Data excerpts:
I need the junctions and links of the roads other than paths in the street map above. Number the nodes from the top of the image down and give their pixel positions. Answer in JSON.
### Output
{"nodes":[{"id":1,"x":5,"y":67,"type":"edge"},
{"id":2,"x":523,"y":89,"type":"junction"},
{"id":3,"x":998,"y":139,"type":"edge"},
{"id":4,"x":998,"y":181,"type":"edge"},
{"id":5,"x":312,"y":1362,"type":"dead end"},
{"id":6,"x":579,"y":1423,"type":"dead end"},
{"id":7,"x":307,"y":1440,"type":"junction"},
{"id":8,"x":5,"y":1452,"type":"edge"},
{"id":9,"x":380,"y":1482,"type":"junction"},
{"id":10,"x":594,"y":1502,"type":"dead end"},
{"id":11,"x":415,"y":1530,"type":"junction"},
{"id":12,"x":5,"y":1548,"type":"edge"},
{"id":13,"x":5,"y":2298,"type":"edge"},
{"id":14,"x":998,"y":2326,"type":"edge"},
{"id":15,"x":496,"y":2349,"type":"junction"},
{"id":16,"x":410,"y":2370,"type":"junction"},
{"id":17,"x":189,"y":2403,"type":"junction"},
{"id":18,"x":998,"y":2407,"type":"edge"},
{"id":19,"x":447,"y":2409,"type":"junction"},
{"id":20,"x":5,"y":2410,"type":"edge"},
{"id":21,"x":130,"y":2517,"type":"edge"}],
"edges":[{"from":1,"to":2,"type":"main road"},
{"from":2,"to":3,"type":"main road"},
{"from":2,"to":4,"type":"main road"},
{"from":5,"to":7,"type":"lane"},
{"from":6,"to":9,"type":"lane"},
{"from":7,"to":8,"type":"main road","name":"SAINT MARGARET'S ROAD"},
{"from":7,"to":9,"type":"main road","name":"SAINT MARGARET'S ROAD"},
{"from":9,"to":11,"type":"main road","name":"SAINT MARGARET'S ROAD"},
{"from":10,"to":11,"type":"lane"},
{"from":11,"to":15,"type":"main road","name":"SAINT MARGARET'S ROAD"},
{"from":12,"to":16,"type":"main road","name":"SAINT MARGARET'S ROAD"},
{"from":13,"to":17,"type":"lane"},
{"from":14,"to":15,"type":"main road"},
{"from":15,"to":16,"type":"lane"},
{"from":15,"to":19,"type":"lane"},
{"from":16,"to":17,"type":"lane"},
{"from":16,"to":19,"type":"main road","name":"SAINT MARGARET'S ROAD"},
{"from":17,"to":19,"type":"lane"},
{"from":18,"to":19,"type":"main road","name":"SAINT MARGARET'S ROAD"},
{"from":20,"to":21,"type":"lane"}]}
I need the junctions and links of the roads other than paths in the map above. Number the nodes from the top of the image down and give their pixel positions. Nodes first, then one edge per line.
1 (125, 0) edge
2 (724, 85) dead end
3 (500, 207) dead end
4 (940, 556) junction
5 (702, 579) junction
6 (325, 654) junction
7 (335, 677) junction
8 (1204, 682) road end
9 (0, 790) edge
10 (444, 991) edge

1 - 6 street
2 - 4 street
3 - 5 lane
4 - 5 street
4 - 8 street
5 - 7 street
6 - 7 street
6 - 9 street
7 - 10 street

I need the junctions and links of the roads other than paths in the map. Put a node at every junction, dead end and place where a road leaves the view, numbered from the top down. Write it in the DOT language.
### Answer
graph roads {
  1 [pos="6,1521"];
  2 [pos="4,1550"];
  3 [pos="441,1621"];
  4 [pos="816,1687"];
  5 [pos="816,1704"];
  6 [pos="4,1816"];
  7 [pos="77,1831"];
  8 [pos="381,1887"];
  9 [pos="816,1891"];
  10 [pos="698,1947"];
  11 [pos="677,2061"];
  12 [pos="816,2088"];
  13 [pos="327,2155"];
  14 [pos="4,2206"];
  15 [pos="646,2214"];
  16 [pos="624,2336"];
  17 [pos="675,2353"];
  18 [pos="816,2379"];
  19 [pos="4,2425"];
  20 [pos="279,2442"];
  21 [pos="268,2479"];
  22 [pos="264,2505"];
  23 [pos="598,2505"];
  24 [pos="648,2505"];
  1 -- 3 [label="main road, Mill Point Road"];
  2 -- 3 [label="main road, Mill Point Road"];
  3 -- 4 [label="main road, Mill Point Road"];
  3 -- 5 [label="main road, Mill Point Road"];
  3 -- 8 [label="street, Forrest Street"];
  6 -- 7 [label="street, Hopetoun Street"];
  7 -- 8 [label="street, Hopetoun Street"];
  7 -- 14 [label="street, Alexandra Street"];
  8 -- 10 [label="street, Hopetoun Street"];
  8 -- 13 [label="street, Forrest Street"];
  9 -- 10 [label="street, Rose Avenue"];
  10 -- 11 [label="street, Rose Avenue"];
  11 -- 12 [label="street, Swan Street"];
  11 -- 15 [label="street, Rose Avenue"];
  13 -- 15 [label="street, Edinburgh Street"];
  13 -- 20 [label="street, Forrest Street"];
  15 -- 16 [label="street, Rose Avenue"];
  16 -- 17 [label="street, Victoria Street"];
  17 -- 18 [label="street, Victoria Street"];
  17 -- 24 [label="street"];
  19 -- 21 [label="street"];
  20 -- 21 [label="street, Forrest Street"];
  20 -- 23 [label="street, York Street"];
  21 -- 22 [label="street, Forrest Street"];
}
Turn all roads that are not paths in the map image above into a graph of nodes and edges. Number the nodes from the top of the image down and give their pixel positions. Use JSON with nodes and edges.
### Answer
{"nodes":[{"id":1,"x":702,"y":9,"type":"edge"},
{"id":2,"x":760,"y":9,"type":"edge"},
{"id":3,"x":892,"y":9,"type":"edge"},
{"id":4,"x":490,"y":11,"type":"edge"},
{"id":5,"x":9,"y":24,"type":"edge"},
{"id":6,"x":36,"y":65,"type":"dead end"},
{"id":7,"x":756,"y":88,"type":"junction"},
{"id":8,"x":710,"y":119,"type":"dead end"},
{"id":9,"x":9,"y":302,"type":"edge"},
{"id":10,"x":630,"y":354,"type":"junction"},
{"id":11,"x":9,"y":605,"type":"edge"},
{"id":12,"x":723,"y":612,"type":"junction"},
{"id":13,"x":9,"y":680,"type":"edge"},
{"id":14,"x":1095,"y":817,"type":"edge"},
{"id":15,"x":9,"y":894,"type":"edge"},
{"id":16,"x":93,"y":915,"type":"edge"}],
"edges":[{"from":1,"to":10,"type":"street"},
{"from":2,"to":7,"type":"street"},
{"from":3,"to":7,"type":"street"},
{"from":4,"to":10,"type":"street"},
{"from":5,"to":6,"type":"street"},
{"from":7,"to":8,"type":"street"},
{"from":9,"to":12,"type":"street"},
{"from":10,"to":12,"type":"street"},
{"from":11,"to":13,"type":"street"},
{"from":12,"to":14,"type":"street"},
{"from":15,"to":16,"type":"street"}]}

**Work task:**
Each line above that contains the string "MARGARET" should be identified and copied.

**Expected output:**
{"from":7,"to":8,"type":"main road","name":"SAINT MARGARET'S ROAD"},
{"from":7,"to":9,"type":"main road","name":"SAINT MARGARET'S ROAD"},
{"from":9,"to":11,"type":"main road","name":"SAINT MARGARET'S ROAD"},
{"from":11,"to":15,"type":"main road","name":"SAINT MARGARET'S ROAD"},
{"from":12,"to":16,"type":"main road","name":"SAINT MARGARET'S ROAD"},
{"from":16,"to":19,"type":"main road","name":"SAINT MARGARET'S ROAD"},
{"from":18,"to":19,"type":"main road","name":"SAINT MARGARET'S ROAD"},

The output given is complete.